Le condamné à mort laissa paraître une joie émue en apprenant sa grâce. Mais, au bout de quelque temps, le mieux s'étant accentué, une inquiétude aiguë commença à percer sous sa joie qu'avait déjà affaiblie une si courte habitude. À l'abri des intempéries de la vie, dans cette propice atmosphère de douceur ambiante, de calme forcé et de libre méditation, avait obscurément commencé de germer en lui le désir de la mort. Il était loin de s'en douter encore et sentit seulement un vague effroi à la pensée de recommencer à vivre, à essuyer les coups dont il avait perdu l'habitude et de perdre les caresses dont on l'avait entouré. Il sentit aussi confusément qu'il serait mal de s'oublier dans le plaisir ou dans l'action, maintenant qu'il avait fait connaissance avec lui-même, avec le fraternel étranger qui, tandis qu'il regardait les barques sillonner la mer, avait conversé avec lui pendant des heures, et si loin, et si près, en lui-même. Comme si maintenant il sentait un nouvel amour natal encore inconnu s'éveiller en lui, ainsi qu'en un jeune homme qui aurait été trompé sur le lieu de sa patrie première, il éprouvait la nostalgie de la mort, où c'était d'abord comme pour un éternel exil qu'il s'était senti partir.

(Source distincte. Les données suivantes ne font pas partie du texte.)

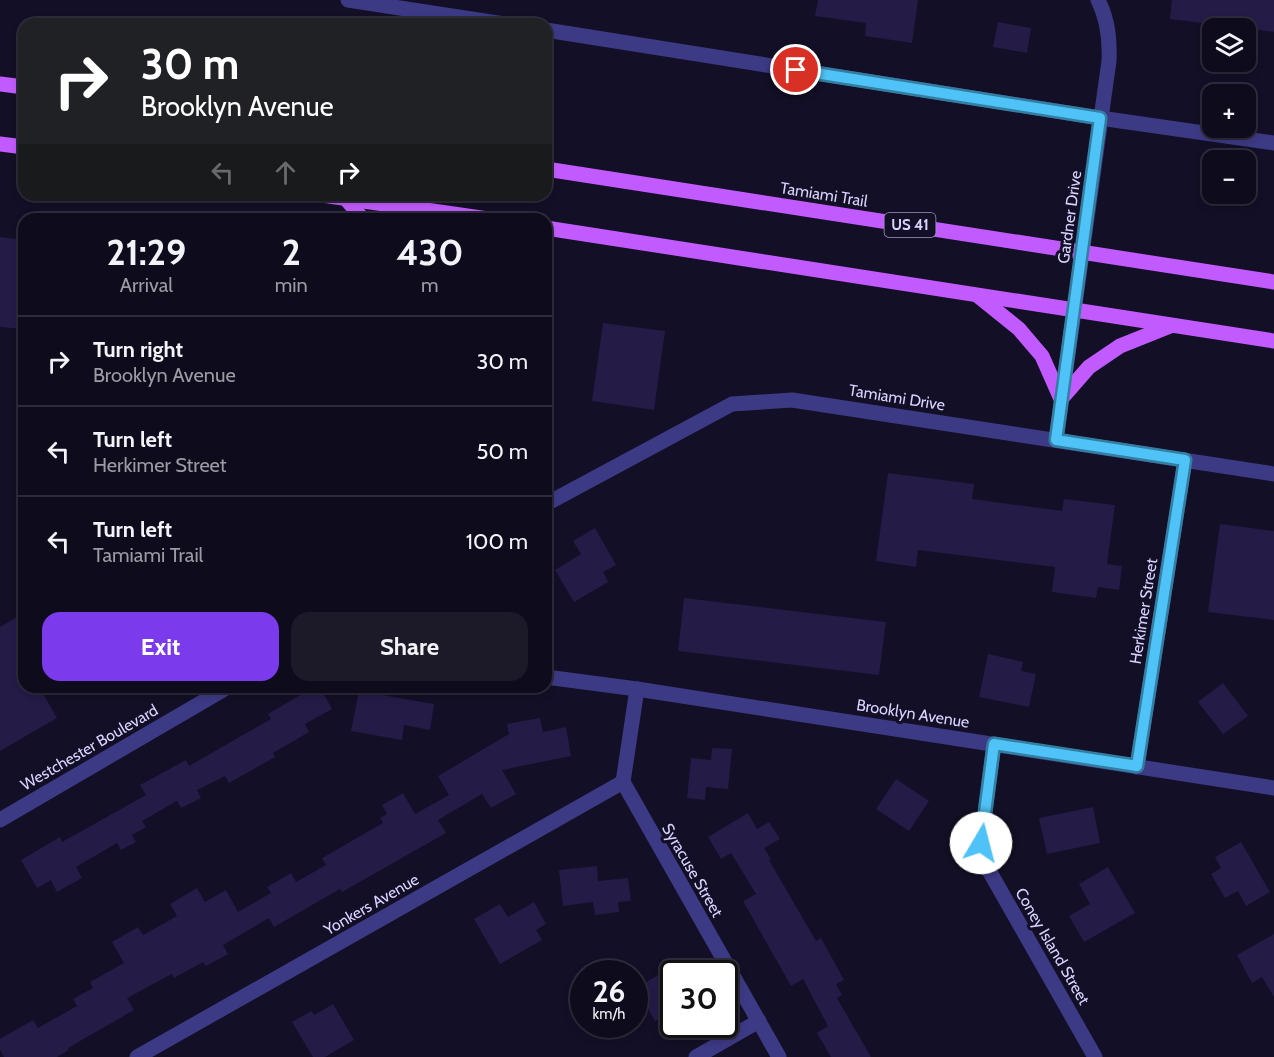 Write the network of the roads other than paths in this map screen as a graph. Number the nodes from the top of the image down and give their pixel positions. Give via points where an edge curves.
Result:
1 (348, 0) edge
2 (1098, 0) edge
3 (465, 18) edge
4 (552, 31) edge
5 (0, 84) edge
6 (18, 86) edge
7 (1100, 118) junction
8 (1274, 142) edge
9 (0, 144) edge
10 (18, 146) edge
11 (552, 170) edge
12 (348, 201) edge
13 (358, 201) edge
14 (358, 213) edge
15 (428, 213) edge
16 (552, 229) edge
17 (1083, 252) junction
18 (1274, 282) edge
19 (975, 294) junction
20 (1073, 310) junction
21 (1172, 325) junction
22 (1274, 341) edge
23 (1061, 399) junction
24 (1056, 440) junction
25 (1185, 460) junction
26 (1274, 474) edge
27 (552, 501) edge
28 (552, 678) edge
29 (637, 689) junction
30 (218, 693) edge
31 (994, 744) junction
32 (1137, 766) junction
33 (623, 782) junction
34 (1274, 788) edge
35 (0, 820) edge
36 (759, 1021) junction
37 (137, 1057) edge
38 (696, 1057) edge
39 (779, 1057) edge
40 (1095, 1057) edge

1 - 3 street
2 - 7 street, Gardner Drive via 1110,36
4 - 7 street
5 - 6 main road
7 - 8 street
7 - 17 street, Gardner Drive
9 - 10 main road
11 - 17 main road, Tamiami Trail / US 41
12 - 14 main road
13 - 15 main road
16 - 19 main road
17 - 18 main road, Tamiami Trail / US 41
17 - 20 street, Gardner Drive
19 - 20 main road
19 - 23 main road via 1024,334 1042,356
20 - 21 main road
20 - 23 street, Gardner Drive
21 - 22 main road
21 - 23 main road via 1120,346 1089,367
23 - 24 street, Gardner Drive
24 - 25 street
24 - 27 street, Tamiami Drive via 792,400 732,404
25 - 26 street
25 - 32 street, Herkimer Street
28 - 29 street, Brooklyn Avenue
29 - 31 street, Brooklyn Avenue
29 - 33 street
30 - 35 street, Westchester Boulevard
31 - 32 street, Brooklyn Avenue
31 - 40 street, Coney Island Street via 981,843 987,867
32 - 34 street, Brooklyn Avenue
33 - 36 street, Syracuse Street
33 - 37 street, Yonkers Avenue
36 - 38 street
36 - 39 street, Syracuse Street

Il émit une idée, et Jean Galéas, qui le savait guéri, le contredit violemment et le plaisanta. Sa belle-sœur, qui depuis deux mois venait le matin et le soir resta deux jours sans venir le voir. C'en était trop! Il y avait trop longtemps qu'il s'était déshabitué du bât de la vie, il ne voulait plus le reprendre. C'est qu'elle ne l'avait pas ressaisi par ses charmes. Ses forces revinrent et avec elles tous ses désirs de vivre; il sortit, recommença à vivre et mourut une deuxième fois à lui-même. Au bout d'un mois, les symptômes de la paralysie générale reparurent. Peu à peu, comme autrefois, la marche lui devint difficile, impossible, assez progressivement pour qu'il pût s'habituer à son retour vers la mort et avoir le temps de détourner la tête. La rechute n'eut même pas la vertu qu'avait eue la première attaque vers la fin de laquelle il avait commencé à se détacher de la vie, non pour la voir encore dans sa réalité, mais pour la regarder, comme un tableau. Maintenant, au contraire, il était de plus en plus vaniteux, irascible, brûlé du regret des plaisirs qu'il ne pouvait plus goûter.

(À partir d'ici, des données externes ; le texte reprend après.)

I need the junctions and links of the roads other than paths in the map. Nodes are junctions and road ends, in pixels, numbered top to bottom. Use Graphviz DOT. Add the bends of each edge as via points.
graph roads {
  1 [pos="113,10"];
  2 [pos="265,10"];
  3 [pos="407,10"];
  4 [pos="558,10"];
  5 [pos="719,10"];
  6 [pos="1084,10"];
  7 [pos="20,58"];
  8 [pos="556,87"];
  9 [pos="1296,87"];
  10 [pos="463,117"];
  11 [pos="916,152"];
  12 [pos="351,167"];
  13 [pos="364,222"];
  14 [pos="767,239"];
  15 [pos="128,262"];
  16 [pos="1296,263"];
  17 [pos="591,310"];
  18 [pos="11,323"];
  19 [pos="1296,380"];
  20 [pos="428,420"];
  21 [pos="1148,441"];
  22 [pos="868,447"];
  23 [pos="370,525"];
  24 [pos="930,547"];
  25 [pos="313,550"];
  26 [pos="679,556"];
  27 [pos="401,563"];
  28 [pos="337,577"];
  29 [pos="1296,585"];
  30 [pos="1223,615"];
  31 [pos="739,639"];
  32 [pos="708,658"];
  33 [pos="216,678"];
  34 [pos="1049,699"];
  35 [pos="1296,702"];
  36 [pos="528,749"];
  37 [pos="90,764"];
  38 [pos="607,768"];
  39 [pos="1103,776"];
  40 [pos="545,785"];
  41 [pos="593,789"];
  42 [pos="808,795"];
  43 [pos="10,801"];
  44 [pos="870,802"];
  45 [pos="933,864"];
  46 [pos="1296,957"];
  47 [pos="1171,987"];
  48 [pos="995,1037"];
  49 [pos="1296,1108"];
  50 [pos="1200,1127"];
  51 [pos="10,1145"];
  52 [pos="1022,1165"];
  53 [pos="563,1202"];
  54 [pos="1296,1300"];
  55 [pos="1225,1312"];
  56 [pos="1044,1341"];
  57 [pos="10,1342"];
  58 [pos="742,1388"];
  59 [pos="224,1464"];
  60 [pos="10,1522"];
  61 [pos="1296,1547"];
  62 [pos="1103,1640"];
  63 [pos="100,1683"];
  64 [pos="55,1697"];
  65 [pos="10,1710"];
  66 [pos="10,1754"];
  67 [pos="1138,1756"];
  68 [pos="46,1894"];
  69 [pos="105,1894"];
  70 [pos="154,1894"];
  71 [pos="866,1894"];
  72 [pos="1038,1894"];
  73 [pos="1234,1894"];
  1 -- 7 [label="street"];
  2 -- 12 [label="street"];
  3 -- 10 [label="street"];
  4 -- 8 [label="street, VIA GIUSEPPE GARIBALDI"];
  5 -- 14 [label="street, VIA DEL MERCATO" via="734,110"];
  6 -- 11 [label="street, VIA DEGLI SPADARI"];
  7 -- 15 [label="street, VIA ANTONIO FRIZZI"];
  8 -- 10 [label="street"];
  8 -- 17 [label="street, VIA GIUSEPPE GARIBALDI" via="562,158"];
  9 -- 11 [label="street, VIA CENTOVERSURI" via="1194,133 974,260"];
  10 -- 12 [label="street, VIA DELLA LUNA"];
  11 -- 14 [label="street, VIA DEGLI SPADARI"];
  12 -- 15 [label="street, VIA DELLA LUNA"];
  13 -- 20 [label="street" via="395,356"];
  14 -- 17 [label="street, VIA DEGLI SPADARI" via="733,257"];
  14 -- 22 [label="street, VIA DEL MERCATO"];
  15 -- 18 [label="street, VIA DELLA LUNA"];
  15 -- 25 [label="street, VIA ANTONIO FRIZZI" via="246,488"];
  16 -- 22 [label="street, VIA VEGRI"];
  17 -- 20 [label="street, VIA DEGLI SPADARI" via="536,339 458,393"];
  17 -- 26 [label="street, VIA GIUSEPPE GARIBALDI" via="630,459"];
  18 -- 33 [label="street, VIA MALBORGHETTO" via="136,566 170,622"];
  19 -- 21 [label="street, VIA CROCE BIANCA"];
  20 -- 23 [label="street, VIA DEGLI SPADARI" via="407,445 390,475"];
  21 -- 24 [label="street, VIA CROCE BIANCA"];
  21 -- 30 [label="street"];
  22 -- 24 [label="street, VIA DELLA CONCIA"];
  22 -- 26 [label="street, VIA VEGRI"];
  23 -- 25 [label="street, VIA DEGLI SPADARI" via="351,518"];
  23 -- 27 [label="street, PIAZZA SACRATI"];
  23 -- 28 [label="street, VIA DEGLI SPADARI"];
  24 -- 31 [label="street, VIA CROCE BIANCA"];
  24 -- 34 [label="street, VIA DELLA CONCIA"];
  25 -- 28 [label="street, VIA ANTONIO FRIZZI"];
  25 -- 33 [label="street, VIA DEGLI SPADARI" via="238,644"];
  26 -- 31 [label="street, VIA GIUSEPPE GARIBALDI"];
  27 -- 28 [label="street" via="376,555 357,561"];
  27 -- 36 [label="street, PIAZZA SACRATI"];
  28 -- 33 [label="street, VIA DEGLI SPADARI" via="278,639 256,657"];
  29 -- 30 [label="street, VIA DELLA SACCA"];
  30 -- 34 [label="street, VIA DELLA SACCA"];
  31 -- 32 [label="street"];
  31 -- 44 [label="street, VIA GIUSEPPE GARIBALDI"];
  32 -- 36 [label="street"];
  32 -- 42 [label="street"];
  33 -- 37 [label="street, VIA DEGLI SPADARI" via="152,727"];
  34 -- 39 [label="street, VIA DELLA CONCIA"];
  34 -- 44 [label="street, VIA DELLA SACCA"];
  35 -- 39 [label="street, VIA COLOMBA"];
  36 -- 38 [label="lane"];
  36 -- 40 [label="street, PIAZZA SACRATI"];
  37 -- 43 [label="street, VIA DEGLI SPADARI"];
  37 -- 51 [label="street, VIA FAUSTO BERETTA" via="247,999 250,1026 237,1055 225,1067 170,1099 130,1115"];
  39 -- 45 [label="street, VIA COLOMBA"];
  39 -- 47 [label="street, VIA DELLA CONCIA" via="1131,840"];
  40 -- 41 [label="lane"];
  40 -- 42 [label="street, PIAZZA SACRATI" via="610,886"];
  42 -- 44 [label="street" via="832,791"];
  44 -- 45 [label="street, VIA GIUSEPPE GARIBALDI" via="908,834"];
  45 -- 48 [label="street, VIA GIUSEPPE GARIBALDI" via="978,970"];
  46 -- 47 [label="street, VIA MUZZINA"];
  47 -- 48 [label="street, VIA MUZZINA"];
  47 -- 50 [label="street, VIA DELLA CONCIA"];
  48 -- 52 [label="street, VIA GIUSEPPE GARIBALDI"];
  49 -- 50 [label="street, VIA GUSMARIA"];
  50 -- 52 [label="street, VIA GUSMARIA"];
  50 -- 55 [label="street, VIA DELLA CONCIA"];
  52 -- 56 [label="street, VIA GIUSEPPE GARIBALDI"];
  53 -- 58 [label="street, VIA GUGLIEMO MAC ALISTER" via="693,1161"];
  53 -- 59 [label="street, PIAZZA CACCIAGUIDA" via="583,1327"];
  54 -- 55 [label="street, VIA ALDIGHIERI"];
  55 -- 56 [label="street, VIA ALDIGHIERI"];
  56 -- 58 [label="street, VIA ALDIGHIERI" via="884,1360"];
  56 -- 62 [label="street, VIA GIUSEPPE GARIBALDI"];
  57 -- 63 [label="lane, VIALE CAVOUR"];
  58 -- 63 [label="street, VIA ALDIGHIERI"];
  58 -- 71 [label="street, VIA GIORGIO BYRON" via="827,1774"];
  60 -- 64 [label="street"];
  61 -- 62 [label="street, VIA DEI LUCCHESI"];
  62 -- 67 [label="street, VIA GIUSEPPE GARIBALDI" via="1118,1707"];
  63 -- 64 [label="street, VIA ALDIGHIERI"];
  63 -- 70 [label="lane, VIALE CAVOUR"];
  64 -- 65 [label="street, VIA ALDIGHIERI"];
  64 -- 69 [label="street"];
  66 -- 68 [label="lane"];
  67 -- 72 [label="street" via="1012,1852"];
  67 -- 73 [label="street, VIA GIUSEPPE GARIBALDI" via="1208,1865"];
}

Sa belle-sœur, qu'il aimait tendrement, mettait seule un peu de douceur dans sa fin en venant plusieurs fois par jour avec Alexis.
Une après-midi qu'elle allait voir le vicomte, presque au moment d'arriver chez lui, ses chevaux prirent peur; elle fut projetée violemment à terre, foulée par un cavalier, qui passait au galop, et emportée chez Baldassare sans connaissance, le crâne ouvert.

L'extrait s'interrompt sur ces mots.